DATA RECORDS Block Start

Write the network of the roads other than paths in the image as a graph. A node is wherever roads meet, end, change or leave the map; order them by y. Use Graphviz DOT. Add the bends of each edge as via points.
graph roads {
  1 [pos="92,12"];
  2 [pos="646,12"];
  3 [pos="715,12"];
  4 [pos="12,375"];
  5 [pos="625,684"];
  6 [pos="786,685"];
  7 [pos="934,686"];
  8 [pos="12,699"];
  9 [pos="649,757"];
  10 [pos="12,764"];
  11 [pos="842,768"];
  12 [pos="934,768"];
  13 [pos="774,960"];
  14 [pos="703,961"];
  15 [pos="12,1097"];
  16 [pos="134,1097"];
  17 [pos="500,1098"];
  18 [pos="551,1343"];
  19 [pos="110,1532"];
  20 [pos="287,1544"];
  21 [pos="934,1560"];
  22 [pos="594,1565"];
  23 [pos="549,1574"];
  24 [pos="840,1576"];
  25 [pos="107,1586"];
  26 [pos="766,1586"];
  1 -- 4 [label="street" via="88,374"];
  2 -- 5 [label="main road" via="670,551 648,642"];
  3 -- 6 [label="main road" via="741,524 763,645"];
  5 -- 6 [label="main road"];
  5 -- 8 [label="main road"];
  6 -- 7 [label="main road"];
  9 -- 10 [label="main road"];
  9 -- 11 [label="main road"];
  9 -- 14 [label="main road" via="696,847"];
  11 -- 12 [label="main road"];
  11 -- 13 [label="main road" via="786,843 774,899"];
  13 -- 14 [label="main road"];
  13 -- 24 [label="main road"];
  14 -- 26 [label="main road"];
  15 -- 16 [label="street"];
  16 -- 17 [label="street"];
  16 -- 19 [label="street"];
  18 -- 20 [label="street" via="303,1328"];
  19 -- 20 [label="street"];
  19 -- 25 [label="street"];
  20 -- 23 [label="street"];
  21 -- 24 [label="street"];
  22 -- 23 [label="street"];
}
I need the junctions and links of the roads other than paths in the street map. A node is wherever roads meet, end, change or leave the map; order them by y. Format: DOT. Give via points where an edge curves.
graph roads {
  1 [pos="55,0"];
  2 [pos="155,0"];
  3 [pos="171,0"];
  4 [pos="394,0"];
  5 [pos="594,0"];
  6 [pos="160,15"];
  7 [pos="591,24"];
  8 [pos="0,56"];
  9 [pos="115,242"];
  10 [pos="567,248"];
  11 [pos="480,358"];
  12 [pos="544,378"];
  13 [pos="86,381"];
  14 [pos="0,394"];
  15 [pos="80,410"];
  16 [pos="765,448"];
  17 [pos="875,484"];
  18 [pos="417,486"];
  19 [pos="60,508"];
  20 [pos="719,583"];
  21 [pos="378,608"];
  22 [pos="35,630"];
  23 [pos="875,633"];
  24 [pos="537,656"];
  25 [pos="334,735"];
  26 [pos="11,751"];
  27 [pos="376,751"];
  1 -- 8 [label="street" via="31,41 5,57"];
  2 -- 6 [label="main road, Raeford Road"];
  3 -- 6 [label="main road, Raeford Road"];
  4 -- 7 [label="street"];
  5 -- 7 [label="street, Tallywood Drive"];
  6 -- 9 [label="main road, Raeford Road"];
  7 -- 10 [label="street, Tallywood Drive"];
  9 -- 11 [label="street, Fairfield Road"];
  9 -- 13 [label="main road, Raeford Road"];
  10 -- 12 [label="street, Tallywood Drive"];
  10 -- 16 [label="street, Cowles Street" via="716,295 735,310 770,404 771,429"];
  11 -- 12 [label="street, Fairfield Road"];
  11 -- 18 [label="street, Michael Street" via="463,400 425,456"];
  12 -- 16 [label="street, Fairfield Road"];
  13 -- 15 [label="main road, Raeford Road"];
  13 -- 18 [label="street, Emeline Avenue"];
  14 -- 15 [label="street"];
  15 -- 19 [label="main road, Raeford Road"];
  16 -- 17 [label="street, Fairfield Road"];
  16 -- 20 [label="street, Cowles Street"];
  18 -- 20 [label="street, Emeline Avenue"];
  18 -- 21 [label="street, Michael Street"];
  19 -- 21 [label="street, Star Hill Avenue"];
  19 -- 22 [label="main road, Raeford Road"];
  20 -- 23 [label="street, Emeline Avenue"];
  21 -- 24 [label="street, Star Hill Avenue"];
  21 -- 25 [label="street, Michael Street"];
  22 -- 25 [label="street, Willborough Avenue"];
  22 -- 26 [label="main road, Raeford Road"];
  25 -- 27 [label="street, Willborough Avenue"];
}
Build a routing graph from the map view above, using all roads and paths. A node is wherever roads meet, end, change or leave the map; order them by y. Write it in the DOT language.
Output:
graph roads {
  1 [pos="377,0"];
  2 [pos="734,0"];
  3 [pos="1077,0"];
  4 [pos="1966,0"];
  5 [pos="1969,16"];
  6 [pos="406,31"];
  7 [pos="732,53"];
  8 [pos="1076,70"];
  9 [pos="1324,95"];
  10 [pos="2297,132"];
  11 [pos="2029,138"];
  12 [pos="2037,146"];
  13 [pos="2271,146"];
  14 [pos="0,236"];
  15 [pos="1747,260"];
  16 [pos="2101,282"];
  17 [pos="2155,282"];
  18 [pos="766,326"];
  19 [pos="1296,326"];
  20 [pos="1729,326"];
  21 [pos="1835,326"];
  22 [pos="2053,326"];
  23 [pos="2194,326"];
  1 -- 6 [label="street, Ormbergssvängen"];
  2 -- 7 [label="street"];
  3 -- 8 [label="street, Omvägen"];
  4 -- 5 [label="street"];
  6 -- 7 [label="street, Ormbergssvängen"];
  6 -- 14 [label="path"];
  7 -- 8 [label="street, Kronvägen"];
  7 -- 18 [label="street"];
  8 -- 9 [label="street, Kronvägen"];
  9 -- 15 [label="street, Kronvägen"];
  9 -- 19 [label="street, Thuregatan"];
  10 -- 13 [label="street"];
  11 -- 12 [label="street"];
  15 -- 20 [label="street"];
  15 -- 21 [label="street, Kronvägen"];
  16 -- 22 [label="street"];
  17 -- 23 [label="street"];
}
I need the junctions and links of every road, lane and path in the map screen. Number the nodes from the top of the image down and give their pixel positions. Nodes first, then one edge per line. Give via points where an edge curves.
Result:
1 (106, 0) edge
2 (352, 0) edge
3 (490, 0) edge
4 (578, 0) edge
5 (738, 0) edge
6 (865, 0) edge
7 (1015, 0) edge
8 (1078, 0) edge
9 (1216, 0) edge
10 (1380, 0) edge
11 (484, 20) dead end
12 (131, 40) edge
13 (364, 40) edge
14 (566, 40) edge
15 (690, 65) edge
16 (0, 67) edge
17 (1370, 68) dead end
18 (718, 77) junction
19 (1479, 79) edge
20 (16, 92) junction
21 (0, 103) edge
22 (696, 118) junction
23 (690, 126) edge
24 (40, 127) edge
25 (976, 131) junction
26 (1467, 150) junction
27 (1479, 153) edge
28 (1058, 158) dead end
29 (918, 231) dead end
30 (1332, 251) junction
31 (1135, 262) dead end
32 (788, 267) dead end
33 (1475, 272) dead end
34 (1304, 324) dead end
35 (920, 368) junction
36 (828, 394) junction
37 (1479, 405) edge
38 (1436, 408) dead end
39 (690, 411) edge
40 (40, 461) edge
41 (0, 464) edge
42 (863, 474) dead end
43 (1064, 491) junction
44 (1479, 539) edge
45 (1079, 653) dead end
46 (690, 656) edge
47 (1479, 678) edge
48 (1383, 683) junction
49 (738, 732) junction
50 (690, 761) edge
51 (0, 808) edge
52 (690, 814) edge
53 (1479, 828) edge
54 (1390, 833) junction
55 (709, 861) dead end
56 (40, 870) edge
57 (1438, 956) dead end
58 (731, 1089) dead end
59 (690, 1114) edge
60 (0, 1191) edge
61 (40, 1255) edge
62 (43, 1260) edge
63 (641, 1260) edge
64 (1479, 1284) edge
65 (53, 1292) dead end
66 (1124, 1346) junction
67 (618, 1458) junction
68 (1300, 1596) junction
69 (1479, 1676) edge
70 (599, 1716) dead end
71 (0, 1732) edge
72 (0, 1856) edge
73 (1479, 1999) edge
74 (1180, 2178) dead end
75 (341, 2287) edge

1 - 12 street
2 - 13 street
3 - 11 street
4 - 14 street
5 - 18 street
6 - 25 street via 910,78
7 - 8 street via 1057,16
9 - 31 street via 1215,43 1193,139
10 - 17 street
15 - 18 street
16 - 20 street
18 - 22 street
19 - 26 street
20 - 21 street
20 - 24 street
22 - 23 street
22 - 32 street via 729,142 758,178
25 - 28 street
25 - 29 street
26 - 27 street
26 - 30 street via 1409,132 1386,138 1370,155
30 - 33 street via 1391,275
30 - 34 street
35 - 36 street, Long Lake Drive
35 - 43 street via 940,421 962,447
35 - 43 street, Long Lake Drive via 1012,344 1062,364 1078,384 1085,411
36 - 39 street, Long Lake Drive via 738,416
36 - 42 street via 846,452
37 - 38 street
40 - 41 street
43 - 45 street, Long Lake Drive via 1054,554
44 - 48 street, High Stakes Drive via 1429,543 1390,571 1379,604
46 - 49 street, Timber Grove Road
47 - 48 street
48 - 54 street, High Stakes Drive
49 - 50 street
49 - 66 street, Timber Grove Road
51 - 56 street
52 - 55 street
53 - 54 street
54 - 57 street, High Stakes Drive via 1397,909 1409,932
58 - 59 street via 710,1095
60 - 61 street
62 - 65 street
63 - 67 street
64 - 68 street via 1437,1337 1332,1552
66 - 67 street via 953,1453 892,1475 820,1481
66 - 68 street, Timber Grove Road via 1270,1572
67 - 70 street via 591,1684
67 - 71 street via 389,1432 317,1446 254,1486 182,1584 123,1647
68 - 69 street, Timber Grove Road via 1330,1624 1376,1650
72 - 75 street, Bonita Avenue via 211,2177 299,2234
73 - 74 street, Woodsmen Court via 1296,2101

DATA RECORDS Block End

**TASK DETAILS:** Out of the entries, pull every line that mentions "Michael".

**SOLUTION:**
  11 -- 18 [label="street, Michael Street" via="463,400 425,456"];
  18 -- 21 [label="street, Michael Street"];
  21 -- 25 [label="street, Michael Street"];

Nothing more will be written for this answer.